AIM OF THE TASK: Copy the records word for word. Pictures do not go in.

+-------+

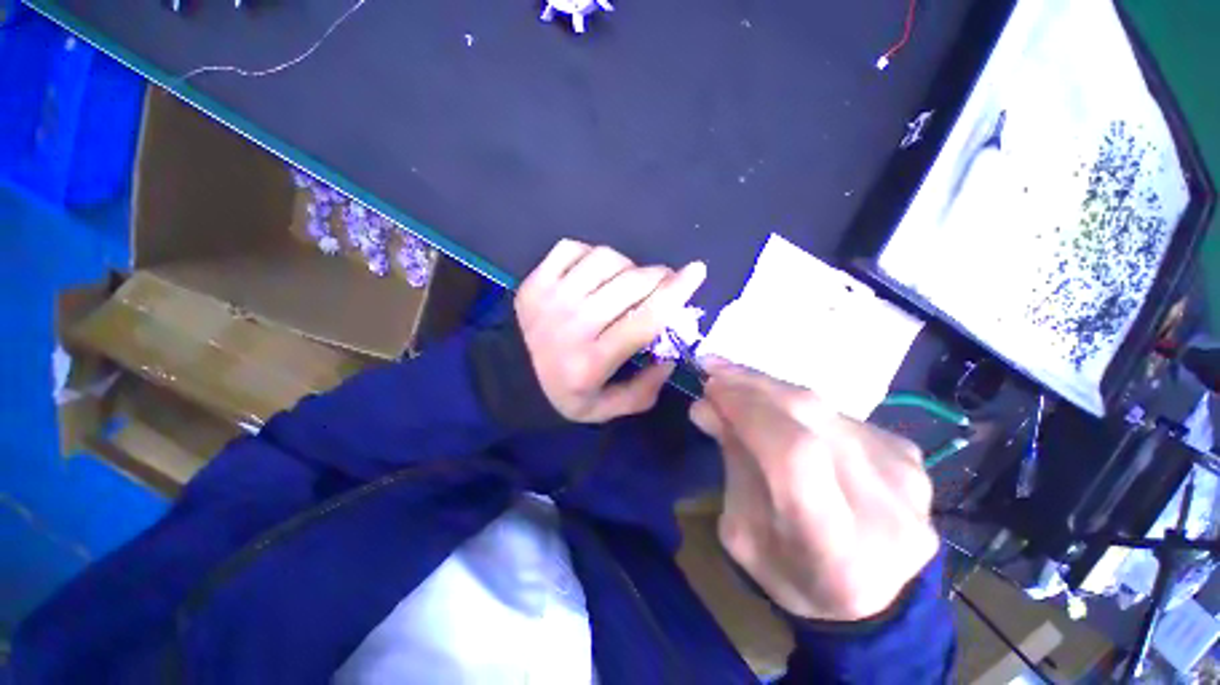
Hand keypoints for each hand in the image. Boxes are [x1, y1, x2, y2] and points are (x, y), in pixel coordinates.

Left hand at [516, 239, 705, 422]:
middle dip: (658, 276)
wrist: (507, 379)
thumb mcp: (603, 410)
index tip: (697, 271)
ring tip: (626, 280)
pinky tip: (594, 271)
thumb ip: (642, 392)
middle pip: (630, 283)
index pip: (644, 320)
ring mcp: (551, 298)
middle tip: (662, 282)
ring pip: (604, 259)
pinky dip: (591, 253)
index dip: (676, 293)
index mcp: (592, 361)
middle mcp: (574, 325)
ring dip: (627, 265)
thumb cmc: (561, 395)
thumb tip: (669, 358)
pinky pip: (571, 248)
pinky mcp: (535, 281)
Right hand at [690, 361, 937, 621]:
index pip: (793, 454)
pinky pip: (838, 414)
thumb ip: (732, 465)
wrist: (872, 598)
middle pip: (811, 417)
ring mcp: (906, 477)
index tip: (710, 387)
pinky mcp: (909, 457)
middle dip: (753, 385)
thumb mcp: (743, 533)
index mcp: (835, 549)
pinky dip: (799, 404)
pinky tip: (776, 406)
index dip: (748, 410)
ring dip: (771, 388)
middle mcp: (884, 509)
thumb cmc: (792, 575)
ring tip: (737, 381)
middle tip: (715, 369)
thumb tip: (705, 406)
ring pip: (823, 407)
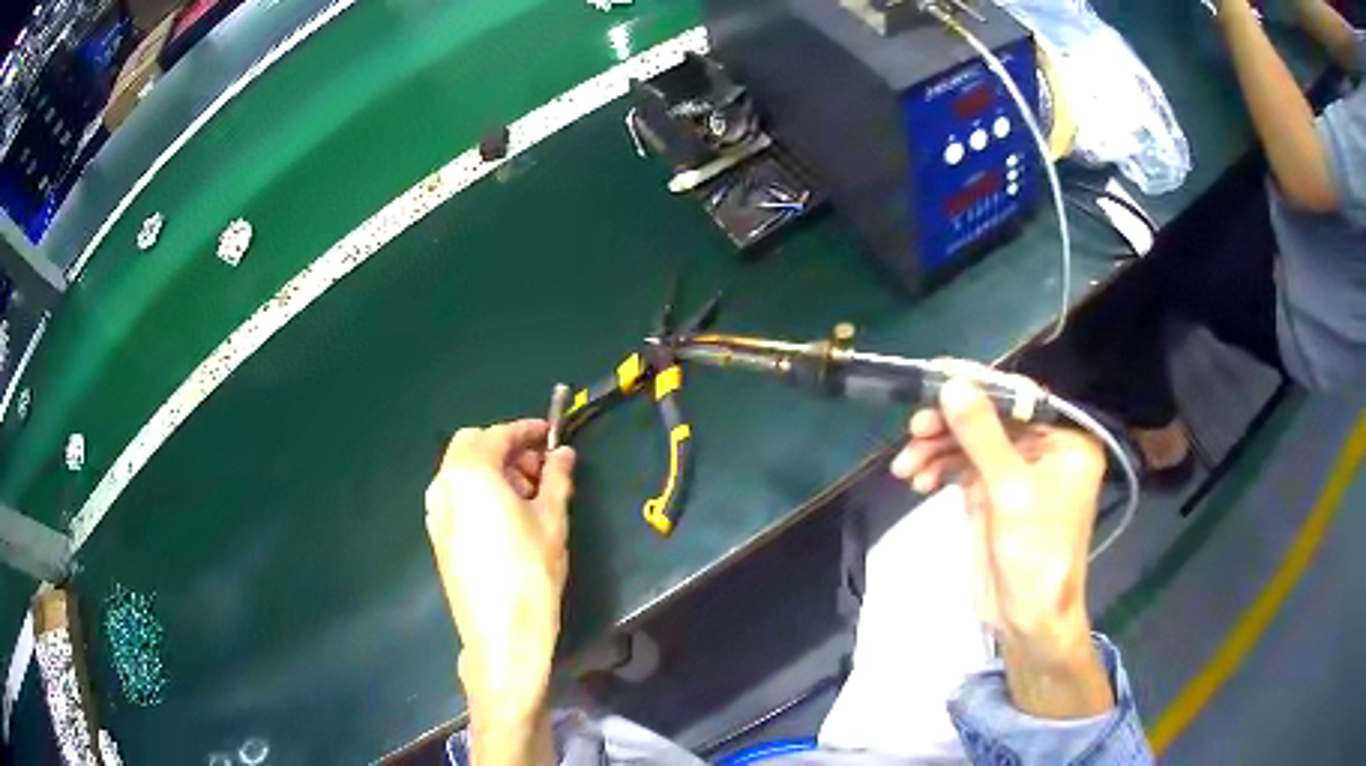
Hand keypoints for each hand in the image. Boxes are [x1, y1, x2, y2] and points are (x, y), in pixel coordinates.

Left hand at [425, 420, 575, 727]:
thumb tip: (564, 454)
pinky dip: (479, 492)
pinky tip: (506, 518)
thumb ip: (557, 478)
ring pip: (461, 472)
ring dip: (492, 470)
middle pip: (471, 446)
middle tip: (540, 470)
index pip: (498, 435)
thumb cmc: (531, 571)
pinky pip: (456, 497)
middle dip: (505, 448)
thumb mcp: (552, 520)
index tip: (552, 436)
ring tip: (529, 496)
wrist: (502, 633)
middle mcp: (444, 485)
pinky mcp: (438, 536)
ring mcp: (436, 512)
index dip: (527, 431)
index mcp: (470, 472)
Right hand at [892, 374, 1112, 717]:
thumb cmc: (1036, 554)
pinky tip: (918, 481)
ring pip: (971, 444)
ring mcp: (1016, 473)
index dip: (977, 386)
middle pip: (990, 420)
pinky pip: (962, 468)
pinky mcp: (993, 495)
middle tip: (913, 431)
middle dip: (950, 426)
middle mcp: (1043, 450)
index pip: (1020, 398)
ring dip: (937, 451)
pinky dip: (939, 470)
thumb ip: (983, 435)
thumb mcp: (1011, 491)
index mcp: (1065, 440)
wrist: (1026, 619)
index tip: (935, 377)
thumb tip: (952, 385)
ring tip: (906, 466)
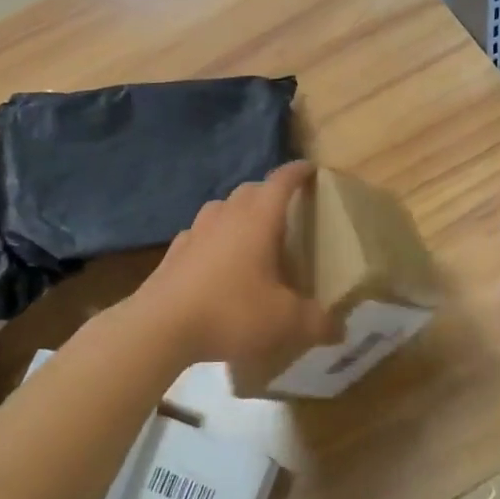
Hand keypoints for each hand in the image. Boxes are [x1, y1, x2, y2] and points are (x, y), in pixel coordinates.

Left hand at [127, 162, 332, 376]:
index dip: (299, 172)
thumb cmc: (231, 312)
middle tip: (287, 211)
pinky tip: (217, 260)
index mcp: (258, 219)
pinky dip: (215, 238)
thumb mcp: (285, 322)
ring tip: (252, 235)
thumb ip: (317, 323)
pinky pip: (201, 233)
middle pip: (251, 189)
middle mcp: (227, 215)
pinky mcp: (174, 252)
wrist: (159, 327)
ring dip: (240, 213)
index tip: (311, 170)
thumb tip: (340, 328)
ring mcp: (196, 230)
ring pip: (222, 208)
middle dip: (270, 193)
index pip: (282, 181)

+-------+

TASK SOLUTION:
Hand keypoints for each hand in the image. Boxes are [x1, y1, x2, y2] and points are (x, y), in pixel coordinates.

Left hand at [516, 239, 705, 422]:
middle dip: (658, 276)
wrist: (507, 379)
thumb mcp: (603, 410)
index tip: (697, 271)
ring tip: (626, 280)
pinky tip: (594, 271)
thumb ip: (642, 392)
middle pip: (630, 283)
index pip: (644, 320)
ring mcp: (551, 298)
middle tip: (662, 282)
ring pip: (604, 259)
pinky dip: (591, 253)
index dip: (676, 293)
index mcp: (592, 361)
middle mcp: (574, 325)
ring dip: (627, 265)
thumb cmc: (561, 395)
thumb tip: (669, 358)
pinky pip: (571, 248)
pinky mcp: (535, 281)
Right hand at [690, 361, 937, 621]:
index pip: (793, 454)
pinky pip: (838, 414)
thumb ip: (732, 465)
wrist: (872, 598)
middle pip: (811, 417)
ring mcp: (906, 477)
index tip: (710, 387)
pinky mcp: (909, 457)
middle dip: (753, 385)
thumb mcp: (743, 533)
index mcp: (835, 549)
pinky dip: (799, 404)
pinky tip: (776, 406)
index dip: (748, 410)
ring dip: (771, 388)
middle mcp: (884, 509)
thumb cmc: (792, 575)
ring tip: (737, 381)
middle tip: (715, 369)
thumb tip: (705, 406)
ring pip: (823, 407)
Hand keypoints for each hand in the image. Boxes are [x1, y1, x2, y2] and points are (x, y), in pixel coordinates.

Left hand at [425, 420, 575, 727]:
thumb tip: (564, 454)
pinky dip: (479, 492)
pinky tip: (506, 518)
thumb ip: (557, 478)
ring pip: (461, 472)
ring dip: (492, 470)
middle pip: (471, 446)
middle tip: (540, 470)
index pip: (498, 435)
thumb cmc: (531, 571)
pinky pip: (456, 497)
middle dip: (505, 448)
thumb mcp: (552, 520)
index tip: (552, 436)
ring tip: (529, 496)
wrist: (502, 633)
middle mcp: (444, 485)
pinky mcp: (438, 536)
ring mcp: (436, 512)
index dip: (527, 431)
index mcp: (470, 472)
Right hand at [892, 374, 1112, 717]:
thumb cmc: (1036, 554)
pinky tip: (918, 481)
ring pip: (971, 444)
ring mcp: (1016, 473)
index dip: (977, 386)
middle pip: (990, 420)
pinky pip: (962, 468)
pinky mcp: (993, 495)
middle tip: (913, 431)
middle dip: (950, 426)
middle mcp: (1043, 450)
index pip: (1020, 398)
ring dip: (937, 451)
pinky dip: (939, 470)
thumb ip: (983, 435)
thumb mcp: (1011, 491)
index mcp: (1065, 440)
wrist: (1026, 619)
index tip: (935, 377)
thumb tip: (952, 385)
ring tip: (906, 466)
Hand keypoints for each hand in the image. Boxes are [x1, y1, x2, y2] and points are (x, y), in pixel coordinates.

Left hand at [127, 162, 332, 376]:
index dip: (299, 172)
thumb cmc: (231, 312)
middle tip: (287, 211)
pinky tip: (217, 260)
index mcp: (258, 219)
pinky dip: (215, 238)
thumb mcp: (285, 322)
ring tip: (252, 235)
thumb ip: (317, 323)
pinky pip: (201, 233)
middle pip: (251, 189)
middle mcp: (227, 215)
pinky mcp: (174, 252)
wrist: (159, 327)
ring dip: (240, 213)
index tip: (311, 170)
thumb tip: (340, 328)
ring mcp: (196, 230)
ring pip: (222, 208)
middle dip: (270, 193)
index pip: (282, 181)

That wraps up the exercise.